Special thanks to my wedding coordinator friends (KJ, GM, and JK ) who answered my 411 calls from the wedding location. Even though I'm actually "Legal" to perform ceremonies in California, I have ZERO interest in doing so.... your officiant is personally YOURS.
The wedding ceremony went beautifully, and no one, including the Bride and Groom, family, and guests even knew that he was late. I did have a quiet conversation with that officiant after the ceremony was complete. I know that telling him I wanted to pinch his ear HARD because he didn't call me to let me know he was going to be late was bad etiquette.
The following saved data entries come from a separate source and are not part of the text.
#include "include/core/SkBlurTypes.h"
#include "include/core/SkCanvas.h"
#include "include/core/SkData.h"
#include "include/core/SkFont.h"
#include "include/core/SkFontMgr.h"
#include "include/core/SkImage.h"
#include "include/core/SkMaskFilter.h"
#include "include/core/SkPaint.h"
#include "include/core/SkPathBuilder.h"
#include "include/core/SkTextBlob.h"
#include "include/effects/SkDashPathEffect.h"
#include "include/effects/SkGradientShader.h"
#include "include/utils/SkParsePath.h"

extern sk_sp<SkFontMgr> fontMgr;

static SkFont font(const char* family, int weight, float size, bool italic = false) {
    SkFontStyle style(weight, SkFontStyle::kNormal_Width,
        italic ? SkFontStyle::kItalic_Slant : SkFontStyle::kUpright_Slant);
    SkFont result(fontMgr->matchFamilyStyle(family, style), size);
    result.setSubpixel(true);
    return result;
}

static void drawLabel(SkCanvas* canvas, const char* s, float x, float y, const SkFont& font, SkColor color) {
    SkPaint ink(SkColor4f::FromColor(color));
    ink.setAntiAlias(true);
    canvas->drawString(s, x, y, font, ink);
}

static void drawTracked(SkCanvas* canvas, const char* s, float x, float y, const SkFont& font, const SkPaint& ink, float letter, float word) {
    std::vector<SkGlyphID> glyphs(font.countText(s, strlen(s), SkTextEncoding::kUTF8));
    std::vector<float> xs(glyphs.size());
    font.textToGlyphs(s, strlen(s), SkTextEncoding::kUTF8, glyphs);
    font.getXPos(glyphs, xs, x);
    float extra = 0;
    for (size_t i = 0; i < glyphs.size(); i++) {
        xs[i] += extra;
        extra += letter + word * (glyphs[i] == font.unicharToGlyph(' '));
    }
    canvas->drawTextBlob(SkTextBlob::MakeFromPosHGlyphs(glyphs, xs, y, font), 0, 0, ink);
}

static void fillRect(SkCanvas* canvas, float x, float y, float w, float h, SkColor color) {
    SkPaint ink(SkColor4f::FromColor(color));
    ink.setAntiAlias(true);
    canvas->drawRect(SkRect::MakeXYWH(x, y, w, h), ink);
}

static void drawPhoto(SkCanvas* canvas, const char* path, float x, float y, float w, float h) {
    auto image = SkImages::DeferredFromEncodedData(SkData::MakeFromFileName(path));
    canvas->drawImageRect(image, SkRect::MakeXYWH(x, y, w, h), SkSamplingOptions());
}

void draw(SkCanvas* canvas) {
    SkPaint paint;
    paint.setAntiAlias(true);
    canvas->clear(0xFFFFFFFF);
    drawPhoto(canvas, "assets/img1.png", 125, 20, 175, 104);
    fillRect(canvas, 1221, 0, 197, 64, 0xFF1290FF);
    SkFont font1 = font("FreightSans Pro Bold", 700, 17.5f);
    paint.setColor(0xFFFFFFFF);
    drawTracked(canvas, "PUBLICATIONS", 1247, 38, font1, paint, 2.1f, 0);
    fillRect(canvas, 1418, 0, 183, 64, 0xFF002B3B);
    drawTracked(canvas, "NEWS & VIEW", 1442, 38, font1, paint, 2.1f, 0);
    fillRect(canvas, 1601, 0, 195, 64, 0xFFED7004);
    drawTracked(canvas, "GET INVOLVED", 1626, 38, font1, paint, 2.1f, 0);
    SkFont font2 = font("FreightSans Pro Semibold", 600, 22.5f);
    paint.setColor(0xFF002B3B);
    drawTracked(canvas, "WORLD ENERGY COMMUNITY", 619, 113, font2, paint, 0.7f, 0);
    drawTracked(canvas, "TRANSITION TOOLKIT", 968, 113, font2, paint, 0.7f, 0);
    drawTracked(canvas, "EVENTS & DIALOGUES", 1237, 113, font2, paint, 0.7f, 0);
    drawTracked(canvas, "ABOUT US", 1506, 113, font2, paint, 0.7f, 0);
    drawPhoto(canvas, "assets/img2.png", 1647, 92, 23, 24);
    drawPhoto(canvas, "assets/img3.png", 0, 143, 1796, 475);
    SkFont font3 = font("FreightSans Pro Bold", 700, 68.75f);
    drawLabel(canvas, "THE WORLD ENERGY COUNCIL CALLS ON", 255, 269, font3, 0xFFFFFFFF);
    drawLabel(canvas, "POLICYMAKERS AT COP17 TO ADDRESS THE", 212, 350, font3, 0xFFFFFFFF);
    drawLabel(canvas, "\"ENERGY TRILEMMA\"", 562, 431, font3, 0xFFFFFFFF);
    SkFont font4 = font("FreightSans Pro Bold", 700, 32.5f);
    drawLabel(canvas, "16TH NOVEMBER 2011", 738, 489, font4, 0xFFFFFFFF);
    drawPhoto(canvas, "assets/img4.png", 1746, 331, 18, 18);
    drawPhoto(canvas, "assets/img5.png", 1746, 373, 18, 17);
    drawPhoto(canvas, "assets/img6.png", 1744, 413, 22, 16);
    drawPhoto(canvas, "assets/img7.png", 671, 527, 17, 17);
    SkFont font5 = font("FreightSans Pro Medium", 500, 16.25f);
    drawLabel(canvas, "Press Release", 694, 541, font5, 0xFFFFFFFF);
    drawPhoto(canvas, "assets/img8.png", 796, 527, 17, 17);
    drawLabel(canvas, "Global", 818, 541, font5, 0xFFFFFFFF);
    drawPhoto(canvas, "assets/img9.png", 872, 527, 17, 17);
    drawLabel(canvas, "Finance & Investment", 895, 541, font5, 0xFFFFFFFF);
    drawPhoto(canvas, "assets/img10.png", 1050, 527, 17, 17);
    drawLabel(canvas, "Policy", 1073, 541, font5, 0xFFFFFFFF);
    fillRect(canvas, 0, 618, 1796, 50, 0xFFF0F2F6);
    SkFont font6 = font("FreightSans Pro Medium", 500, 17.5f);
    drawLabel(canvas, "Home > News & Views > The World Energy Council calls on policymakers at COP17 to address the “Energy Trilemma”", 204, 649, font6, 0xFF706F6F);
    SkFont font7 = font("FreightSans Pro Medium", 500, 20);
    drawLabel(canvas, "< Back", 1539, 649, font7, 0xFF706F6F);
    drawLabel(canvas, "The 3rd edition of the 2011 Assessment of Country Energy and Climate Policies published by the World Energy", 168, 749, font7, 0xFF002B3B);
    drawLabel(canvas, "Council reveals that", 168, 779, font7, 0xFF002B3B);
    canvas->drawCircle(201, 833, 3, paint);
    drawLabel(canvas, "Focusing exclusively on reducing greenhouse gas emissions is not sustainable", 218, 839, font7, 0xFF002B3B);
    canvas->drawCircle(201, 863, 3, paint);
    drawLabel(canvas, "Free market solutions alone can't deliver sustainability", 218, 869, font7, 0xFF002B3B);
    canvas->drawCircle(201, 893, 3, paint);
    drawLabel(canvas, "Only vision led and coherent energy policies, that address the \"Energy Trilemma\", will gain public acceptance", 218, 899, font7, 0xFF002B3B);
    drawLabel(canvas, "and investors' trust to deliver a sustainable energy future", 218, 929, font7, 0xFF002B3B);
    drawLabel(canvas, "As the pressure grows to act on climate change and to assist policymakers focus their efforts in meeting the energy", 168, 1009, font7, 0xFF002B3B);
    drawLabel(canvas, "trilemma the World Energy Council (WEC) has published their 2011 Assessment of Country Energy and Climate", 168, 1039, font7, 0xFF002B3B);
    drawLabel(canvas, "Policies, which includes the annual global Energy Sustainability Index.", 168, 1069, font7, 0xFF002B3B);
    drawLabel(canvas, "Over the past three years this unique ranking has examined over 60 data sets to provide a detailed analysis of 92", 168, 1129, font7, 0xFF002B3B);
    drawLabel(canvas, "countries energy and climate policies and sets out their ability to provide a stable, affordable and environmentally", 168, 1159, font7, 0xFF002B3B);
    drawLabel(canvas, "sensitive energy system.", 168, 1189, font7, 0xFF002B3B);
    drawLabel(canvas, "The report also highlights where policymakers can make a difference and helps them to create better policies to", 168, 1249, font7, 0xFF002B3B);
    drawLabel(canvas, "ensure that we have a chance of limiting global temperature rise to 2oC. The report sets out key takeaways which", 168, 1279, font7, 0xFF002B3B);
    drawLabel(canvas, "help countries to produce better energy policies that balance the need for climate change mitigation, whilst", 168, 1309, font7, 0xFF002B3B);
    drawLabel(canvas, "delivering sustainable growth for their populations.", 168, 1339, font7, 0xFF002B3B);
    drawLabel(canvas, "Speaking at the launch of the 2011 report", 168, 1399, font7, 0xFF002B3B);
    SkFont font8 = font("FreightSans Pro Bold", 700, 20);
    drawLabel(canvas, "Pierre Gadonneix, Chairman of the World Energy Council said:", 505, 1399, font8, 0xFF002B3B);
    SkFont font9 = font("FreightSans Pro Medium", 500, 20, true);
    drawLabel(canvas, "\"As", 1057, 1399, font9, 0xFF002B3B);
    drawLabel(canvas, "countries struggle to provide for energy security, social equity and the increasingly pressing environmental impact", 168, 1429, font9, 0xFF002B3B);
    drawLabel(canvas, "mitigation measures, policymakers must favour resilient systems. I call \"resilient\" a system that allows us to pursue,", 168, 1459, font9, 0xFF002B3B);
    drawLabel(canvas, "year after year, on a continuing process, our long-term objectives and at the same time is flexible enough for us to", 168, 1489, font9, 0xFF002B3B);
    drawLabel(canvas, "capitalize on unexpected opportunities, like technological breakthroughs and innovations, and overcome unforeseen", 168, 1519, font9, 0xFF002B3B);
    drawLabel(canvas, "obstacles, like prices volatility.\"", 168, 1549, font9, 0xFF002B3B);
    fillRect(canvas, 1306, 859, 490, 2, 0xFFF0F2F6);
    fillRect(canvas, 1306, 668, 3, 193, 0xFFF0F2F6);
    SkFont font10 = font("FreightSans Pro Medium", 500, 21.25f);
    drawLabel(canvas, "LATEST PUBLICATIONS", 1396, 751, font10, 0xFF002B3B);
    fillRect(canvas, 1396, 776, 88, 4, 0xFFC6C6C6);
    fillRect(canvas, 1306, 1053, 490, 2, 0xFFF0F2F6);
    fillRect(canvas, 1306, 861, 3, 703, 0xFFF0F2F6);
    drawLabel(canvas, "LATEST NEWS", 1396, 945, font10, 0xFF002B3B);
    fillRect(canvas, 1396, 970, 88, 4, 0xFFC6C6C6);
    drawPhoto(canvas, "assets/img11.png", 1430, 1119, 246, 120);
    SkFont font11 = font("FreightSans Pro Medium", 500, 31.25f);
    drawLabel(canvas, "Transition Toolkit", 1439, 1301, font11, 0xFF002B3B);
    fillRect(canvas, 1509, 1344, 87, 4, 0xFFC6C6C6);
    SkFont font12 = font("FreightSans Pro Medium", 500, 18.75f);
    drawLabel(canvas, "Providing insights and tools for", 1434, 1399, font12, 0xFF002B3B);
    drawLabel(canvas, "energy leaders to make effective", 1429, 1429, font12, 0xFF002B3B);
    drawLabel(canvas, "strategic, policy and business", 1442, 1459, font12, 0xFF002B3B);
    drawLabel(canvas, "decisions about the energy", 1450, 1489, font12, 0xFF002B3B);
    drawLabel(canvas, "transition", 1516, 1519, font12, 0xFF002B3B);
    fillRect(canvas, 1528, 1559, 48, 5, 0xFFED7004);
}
I didn't care.
After that wedding, I consulted Emily Post 1957 and Peggy Post 2006 again, to see what they had to say about hiring vendors. (Although, when the Officiant wasn't there as scheduled, Emily and Peggy weren't standing next to me, but I thought of their grace) Sorry, I digress.
Here's what Peggy and Emily Post have to say about the folks you hire:
LOVE love love what Emily says about employees. "It stands to reason that one may expect more nearly perfect service from a Specialist than from one whose functions are multiple. There is an inexplicable tendency, in this country certainly, for working people in general to look upon ....service as an unworthy ...degrading vocation. However, it is the highest form of service."
Peggy Post, in her 2006 Wedding Etiquette book, comments about different vendors and offers checklists for choosing your vendors... super helpful!
Natalie's thoughts? Hire the very best vendors that you can afford, and let your Planner be the Director of the show.